##### DATA FOR ANALYSIS
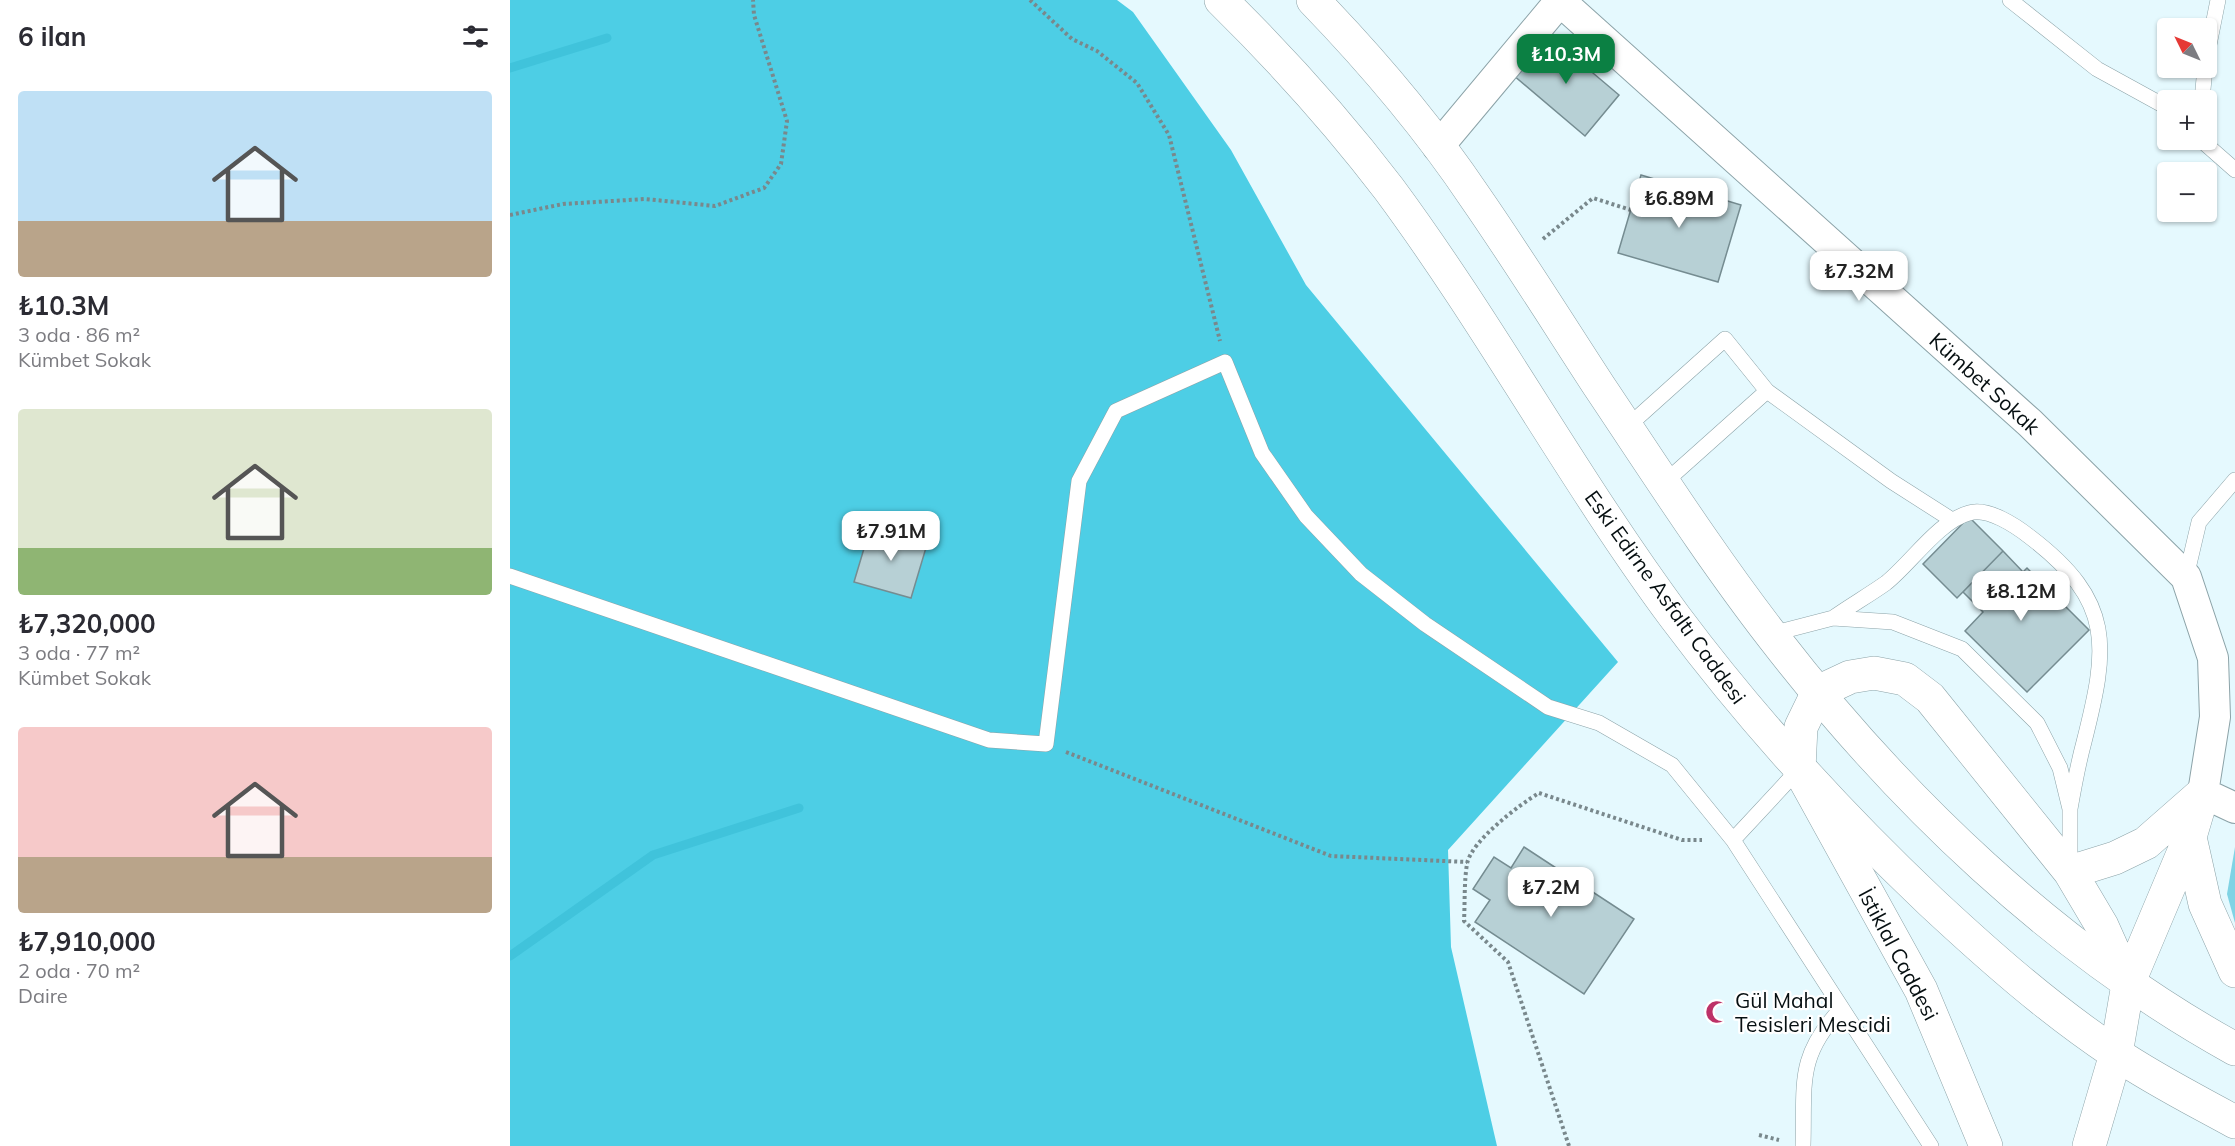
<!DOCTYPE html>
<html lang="tr">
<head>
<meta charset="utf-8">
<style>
	:root { --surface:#fff; --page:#f2f2f3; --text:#2b2b33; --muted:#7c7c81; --accent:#0b8043 }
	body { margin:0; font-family:Mulish,sans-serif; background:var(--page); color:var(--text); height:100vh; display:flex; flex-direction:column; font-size:22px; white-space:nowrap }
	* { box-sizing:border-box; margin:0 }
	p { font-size:20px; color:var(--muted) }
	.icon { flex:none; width:33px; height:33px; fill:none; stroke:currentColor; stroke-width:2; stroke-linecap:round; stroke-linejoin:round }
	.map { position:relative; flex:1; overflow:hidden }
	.sheet { display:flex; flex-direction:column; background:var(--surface); width:510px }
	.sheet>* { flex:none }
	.needle { width:39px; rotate:313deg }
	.buttons { position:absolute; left:1647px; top:18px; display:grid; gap:12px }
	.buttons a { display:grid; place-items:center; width:60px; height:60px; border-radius:6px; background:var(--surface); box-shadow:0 2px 4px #0004; font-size:30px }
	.price { position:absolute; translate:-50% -51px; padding:0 14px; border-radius:12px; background:#fff; color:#222; font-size:20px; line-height:39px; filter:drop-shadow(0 2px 3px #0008) }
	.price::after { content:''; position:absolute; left:50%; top:36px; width:18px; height:14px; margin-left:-9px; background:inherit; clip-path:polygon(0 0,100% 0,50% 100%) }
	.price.active { background:var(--accent); color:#fff }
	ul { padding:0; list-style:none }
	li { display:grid; align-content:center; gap:12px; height:318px; padding:0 18px }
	li span { display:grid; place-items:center; height:186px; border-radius:6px; color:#555 }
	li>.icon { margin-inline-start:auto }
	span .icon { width:108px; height:108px; fill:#fffc; stroke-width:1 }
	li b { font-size:26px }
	h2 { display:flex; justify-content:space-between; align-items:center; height:72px; padding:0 18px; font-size:26px }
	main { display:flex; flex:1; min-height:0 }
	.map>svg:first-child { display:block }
</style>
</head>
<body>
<main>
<section class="sheet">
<h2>6 ilan<svg class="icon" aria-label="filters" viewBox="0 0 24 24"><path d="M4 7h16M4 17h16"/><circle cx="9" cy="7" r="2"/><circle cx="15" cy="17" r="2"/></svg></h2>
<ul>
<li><span style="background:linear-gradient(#bfe0f5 70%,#b9a48a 0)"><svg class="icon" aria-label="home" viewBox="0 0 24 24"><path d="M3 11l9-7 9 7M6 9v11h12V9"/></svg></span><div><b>₺10.3M</b><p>3 oda · 86 m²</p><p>Kümbet Sokak</p></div></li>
<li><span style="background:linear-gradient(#dfe7d0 75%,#8fb573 0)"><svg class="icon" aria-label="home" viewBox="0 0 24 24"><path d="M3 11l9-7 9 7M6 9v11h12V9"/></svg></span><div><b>₺7,320,000</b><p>3 oda · 77 m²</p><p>Kümbet Sokak</p></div></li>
<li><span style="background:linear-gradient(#f6c9c9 70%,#b9a48a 0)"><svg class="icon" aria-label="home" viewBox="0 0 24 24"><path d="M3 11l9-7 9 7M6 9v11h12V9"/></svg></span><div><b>₺7,910,000</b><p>2 oda · 70 m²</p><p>Daire</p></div></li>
</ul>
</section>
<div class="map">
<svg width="1725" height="1146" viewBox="0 0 1725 1146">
	<rect width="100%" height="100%" fill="#e5f9fe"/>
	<!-- green -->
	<path fill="#7fd3e4" d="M1725 847V923L1717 894Z"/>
	<!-- forest -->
	<path fill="#4dcee5" d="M0 0H607L623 12 721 150 796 285 1108 662 938 850 941 947 987 1146H0Z"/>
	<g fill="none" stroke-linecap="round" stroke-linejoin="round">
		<!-- stream -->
		<path stroke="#40c3db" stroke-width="9" d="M0 68 97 38
			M0 956 143 855 289 808"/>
	</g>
	<!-- building -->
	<path fill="#b7d0d5" stroke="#758c91" stroke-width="1.5" d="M1038 35 1109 95 1075 136 1003 75Z
		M1131 175 1231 205 1208 282 1108 253Z
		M1459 517 1493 551 1447 598 1413 564Z
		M361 525 418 541 401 598 344 582Z
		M1493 551 1513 572 1517 568 1579 630 1517 692 1455 631 1473 612 1453 592Z
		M1014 847 1124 919 1074 994 965 922 980 900 963 889 984 857 1001 868Z"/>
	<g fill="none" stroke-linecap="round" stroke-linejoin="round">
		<!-- service casing -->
		<g stroke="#8ca3a8" stroke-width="16">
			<path id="service" d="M1500 0 1587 69 1658 108
				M1696 60 1708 0
				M1692 100 1695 68
				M1691 140 1725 170
				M1117 427 1215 339 1257 391 1381 481 1442 520
				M1154 483 1257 391
				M0 576 479 740 536 744 569 481 606 411 715 362 752 453 796 516 851 574 915 624 1038 707 1089 723 1162 765 1223 840 1421 1146
				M1676 577 1689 522 1725 480
				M1323 618C1340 606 1359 595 1376 583 1401 563 1429 521 1459 513 1478 507 1506 526 1520 537 1605 602 1598 647 1574 742 1568 764 1564 786 1560 809
				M1261 634 1323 618 1383 622 1452 649 1527 723 1550 768 1560 809V866
				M1223 840 1289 769
				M1293 1146C1295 1084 1286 1057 1331 1009"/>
		</g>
		<!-- minor casing -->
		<g stroke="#8ca3a8" stroke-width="32">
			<path id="minor" d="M1049 0 1520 423 1676 577 1703 658 1705 717 1693 793 1725 808
				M928 147 1050 1"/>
		</g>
		<!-- primary casing -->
		<g stroke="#8ca3a8" stroke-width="34">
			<path id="primary" d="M1680 837 1695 904 1725 971
				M1560 872 1605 858 1636 843 1693 793
				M1618 984 1680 837 1693 793
				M1476 1146 1411 990 1289 769 1291 727 1308 692 1340 677 1364 673 1395 679 1420 698 1560 872 1592 926 1618 984
				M1579 1146 1606 1054"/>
		</g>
		<!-- trunk casing -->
		<g stroke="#8ca3a8" stroke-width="34">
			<path id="trunk" d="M711 0C771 59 828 122 879 189 981 327 1063 479 1165 617 1242 720 1328 814 1421 902 1479 956 1539 1009 1605 1053 1643 1079 1685 1100 1725 1122
				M803 0C862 61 918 127 965 197 1008 259 1048 323 1089 386 1146 471 1201 557 1263 637 1389 800 1544 949 1725 1049
				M1606 1054 1618 984"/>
		</g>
		<!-- path -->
		<path stroke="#79888c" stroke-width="4" stroke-dasharray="3 3" stroke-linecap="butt" d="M520 0 562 39 587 51 627 83 659 135 710 341
			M0 215 53 204 135 199 205 206 254 188 271 164 277 121 244 15 243 0
			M1033 239 1083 198 1121 210
			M556 752 821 856 957 862
			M1249 1135 1269 1140
			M1059 1146 998 962 954 921C955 902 954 882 957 864 961 841 1009 805 1029 793L1172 840H1192"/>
		<!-- service -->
		<use href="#service" stroke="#fff" stroke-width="15"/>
		<!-- minor -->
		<use href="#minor" stroke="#fff" stroke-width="30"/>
		<!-- primary -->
		<use href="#primary" stroke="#fff" stroke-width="33"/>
		<!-- trunk -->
		<use href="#trunk" stroke="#fff" stroke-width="33"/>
	</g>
	<!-- icons -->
	<defs>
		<g id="mosque-bare" transform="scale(1.8)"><path d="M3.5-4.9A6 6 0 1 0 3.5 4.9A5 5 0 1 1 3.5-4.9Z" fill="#bd3268" stroke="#fff" stroke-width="2.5" paint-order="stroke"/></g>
	</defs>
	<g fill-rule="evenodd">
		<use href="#mosque-bare" x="1207" y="1012"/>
	</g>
	<g text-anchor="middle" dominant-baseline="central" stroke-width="4.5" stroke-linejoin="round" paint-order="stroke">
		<!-- street labels -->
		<g font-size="21" fill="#060f11" stroke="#fff">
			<text transform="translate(1475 383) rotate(42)">Kümbet Sokak</text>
			<text transform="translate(1156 597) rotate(54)">Eski Edirne Asfaltı Caddesi</text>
			<text transform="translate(1389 954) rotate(62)">İstiklal Caddesi</text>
		</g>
		<!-- poi labels -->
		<g font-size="21" fill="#060f11" stroke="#fff" text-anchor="start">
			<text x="1225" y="1000">Gül Mahal<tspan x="1225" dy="24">Tesisleri Mescidi</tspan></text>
		</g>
	</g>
</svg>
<div class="buttons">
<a><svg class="needle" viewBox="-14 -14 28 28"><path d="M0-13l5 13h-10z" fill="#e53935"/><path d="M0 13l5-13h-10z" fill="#7c7c81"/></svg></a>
<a>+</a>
<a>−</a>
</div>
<b class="price active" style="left:1056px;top:85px">₺10.3M</b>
<b class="price" style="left:1169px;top:229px">₺6.89M</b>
<b class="price" style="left:1349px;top:302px">₺7.32M</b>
<b class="price" style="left:381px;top:562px">₺7.91M</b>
<b class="price" style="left:1511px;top:622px">₺8.12M</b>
<b class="price" style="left:1041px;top:918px">₺7.2M</b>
</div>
</main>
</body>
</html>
##########
Begin at the first line of the records and please reproduce every line exactly through the one containing "position:relative; flex:1; overflow:hidden", leaving all pictures out.

## FINISHED TASK
<!DOCTYPE html>
<html lang="tr">
<head>
<meta charset="utf-8">
<style>
	:root { --surface:#fff; --page:#f2f2f3; --text:#2b2b33; --muted:#7c7c81; --accent:#0b8043 }
	body { margin:0; font-family:Mulish,sans-serif; background:var(--page); color:var(--text); height:100vh; display:flex; flex-direction:column; font-size:22px; white-space:nowrap }
	* { box-sizing:border-box; margin:0 }
	p { font-size:20px; color:var(--muted) }
	.icon { flex:none; width:33px; height:33px; fill:none; stroke:currentColor; stroke-width:2; stroke-linecap:round; stroke-linejoin:round }
	.map { position:relative; flex:1; overflow:hidden }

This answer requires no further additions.